*** Opening Source material ***

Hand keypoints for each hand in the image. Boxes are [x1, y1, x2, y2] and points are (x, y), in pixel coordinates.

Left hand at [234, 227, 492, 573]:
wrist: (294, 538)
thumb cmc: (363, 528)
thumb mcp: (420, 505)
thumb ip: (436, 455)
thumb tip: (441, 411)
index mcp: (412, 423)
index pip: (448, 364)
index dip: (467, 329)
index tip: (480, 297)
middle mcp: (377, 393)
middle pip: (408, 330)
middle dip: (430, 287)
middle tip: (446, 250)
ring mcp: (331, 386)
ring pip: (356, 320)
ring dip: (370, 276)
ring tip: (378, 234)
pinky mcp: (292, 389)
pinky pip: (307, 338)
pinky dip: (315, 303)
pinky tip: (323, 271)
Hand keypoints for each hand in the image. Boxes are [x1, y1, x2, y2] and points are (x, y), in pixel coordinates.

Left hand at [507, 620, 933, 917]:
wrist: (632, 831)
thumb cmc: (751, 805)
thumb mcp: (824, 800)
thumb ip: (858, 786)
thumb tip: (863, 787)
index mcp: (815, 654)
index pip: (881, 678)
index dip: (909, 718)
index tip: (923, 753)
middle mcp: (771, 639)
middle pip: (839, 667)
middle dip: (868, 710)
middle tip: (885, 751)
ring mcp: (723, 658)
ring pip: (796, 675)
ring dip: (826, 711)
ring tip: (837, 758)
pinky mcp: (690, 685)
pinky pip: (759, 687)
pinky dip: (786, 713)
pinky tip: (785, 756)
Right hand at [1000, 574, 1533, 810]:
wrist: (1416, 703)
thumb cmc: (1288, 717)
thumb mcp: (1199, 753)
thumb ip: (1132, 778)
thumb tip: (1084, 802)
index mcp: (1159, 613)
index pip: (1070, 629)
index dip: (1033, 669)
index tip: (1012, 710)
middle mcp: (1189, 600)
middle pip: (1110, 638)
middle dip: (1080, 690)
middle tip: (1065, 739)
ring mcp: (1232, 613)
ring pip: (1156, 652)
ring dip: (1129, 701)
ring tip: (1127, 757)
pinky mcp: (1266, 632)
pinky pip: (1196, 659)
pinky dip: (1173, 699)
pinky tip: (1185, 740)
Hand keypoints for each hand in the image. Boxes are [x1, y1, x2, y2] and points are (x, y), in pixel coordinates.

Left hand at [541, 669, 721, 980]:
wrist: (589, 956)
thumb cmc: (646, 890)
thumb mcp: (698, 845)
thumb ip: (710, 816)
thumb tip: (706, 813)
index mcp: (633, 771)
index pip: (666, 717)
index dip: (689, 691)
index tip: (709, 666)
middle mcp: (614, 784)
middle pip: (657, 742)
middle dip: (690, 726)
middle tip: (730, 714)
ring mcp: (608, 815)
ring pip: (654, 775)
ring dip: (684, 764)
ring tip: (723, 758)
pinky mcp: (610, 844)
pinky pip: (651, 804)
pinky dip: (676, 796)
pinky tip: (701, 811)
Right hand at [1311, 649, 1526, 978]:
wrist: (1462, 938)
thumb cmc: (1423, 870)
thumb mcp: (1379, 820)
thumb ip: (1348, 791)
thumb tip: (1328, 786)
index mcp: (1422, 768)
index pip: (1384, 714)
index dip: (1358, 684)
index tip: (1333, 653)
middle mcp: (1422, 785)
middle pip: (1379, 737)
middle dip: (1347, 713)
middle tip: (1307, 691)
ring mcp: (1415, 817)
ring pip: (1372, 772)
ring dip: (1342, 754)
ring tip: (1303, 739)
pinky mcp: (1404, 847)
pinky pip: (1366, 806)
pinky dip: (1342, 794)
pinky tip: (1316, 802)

*** Closing Source material ***

What the exercise asks:
Set down, exactly as they appear above, all lines from the one that has "thumb mcp: (1199, 753)" down to the one that has "pinky tip: (1185, 740)", including those two and no others.

Your solution:
thumb mcp: (1199, 753)
thumb ip: (1132, 778)
thumb tip: (1084, 802)
index mcp: (1159, 613)
index pip: (1070, 629)
index dip: (1033, 669)
index tip: (1012, 710)
middle mcp: (1189, 600)
middle pip: (1110, 638)
middle dip: (1080, 690)
middle tip: (1065, 739)
ring mcp: (1232, 613)
ring pip: (1156, 652)
ring dip: (1129, 701)
ring tip: (1127, 757)
pinky mcp: (1266, 632)
pinky pip: (1196, 659)
pinky dip: (1173, 699)
pinky tip: (1185, 740)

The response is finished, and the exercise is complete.